The bandwagon effect can lead to over capacity, as the increasing number of users generally cannot continue indefinitely. After a certain point, many networks become either congested or saturated, stopping future uptake. Congestion occurs due to overuse. As an example, we might think about the telephone network. While the number of users is below the congestion point, each additional user adds additional value to every other customer. However, at some point, the addition of an extra user exceeds the capacity of the existing system. After this point, each additional user decreases the value obtained by every other user. If this is the case, then the next critical point is where the value obtained goes back down to where it approximates the price paid. The network will cease to grow at this point, and the system must be enlarged to enable future growth.[14] This is the case for centralized systems, but may not be the case for distributed networks. New peer-to-peer network models such as Bitcoin may always defy congestion. True peer-to-peer networks are designed to distribute out the network’s load amongst their users. This theoretically allows peer-to-peer networks to scale somewhat indefinitely, at least until market saturation.[14]

Negative Externalities

But there is also a flip side to the network effect and network development, which is crowding out and the lock-in effects. Due to the importance of interoperability within network economies, there is a strong attractor toward everything converging onto the same network, the same set of standards or protocols resulting in lock-in.[15] Network effects are notorious for causing lock-in with the most-cited examples being Microsoft products and the QWERTY keyboard. Going back to our previous example where the network effect created liquidity in a market, it is also apparent in the difficulty that startup exchanges have in dislodging a dominant exchange. For example, the Chicago Board of Trade has retained overwhelming dominance of trading in US Treasury bond futures despite the startup of Eurex US trading of identical futures contracts. Mitigating these negative externalities mean maintaining an open vendor-neutral network within which new standards and protocols can be incorporated. The success of the Internet is in many ways in its openness, net neutrality and the fact that no one owns it.

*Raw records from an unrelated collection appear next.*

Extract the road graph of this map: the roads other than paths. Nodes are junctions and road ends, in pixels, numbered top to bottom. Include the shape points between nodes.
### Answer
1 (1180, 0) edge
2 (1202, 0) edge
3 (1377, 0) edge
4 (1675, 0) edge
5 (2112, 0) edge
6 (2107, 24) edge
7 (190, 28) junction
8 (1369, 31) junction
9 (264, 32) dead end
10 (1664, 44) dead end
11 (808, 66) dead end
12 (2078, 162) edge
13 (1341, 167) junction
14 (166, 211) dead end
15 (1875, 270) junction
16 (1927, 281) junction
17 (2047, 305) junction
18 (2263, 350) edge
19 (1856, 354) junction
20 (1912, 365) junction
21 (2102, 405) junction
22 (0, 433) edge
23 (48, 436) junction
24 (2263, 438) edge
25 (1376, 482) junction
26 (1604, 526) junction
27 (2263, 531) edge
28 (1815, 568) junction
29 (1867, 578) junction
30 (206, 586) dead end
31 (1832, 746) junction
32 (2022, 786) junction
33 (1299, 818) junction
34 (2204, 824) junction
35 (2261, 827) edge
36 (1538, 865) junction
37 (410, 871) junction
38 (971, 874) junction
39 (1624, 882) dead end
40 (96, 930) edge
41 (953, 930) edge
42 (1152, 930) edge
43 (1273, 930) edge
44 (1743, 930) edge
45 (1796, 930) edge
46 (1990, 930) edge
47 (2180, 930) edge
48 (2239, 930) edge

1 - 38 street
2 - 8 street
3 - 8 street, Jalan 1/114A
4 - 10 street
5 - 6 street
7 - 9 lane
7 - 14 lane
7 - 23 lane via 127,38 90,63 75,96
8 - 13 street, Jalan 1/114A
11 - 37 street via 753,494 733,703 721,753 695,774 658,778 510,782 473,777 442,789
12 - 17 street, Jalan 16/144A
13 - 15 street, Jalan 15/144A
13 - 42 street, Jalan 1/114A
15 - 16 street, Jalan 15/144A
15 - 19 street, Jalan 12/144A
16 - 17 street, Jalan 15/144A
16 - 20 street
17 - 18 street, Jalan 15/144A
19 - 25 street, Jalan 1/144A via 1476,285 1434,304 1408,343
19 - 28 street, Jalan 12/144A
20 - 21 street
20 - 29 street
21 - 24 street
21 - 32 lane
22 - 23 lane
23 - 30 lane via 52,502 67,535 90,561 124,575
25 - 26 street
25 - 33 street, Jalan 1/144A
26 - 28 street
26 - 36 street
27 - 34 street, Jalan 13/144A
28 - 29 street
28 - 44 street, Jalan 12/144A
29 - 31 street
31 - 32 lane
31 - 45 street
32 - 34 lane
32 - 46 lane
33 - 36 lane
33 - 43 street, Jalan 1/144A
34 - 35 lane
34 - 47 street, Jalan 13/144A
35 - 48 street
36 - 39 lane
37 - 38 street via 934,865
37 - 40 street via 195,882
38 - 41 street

The rules under which a network was created and developed will play a large role in how something will spread across it and ultimately how robust it is to failure. The first thing to note with respect to network diffusion and robustness is that connectivity can both add and reduce to the system’s robustness. It works both ways. Connectivity is important for integrating the system and it is this integration that gives the system its overall robustness, but connectivity is also a potential pathway for disaster spreading. For example, in a recent paper entitled Systemic Risk and Stability in Financial Networks[16] one of their authors summarizes their findings as such: “We show that financial contagion exhibits a form of phase transition as interbank connections increase. As long as the magnitude and the number of negative shocks affecting financial institutions are sufficiently small, more ‘complete’ interbank claims enhance the stability of the system. However, beyond a certain point, such interconnections start to serve as a mechanism for propagation of shocks and lead to a more fragile financial system.”[17]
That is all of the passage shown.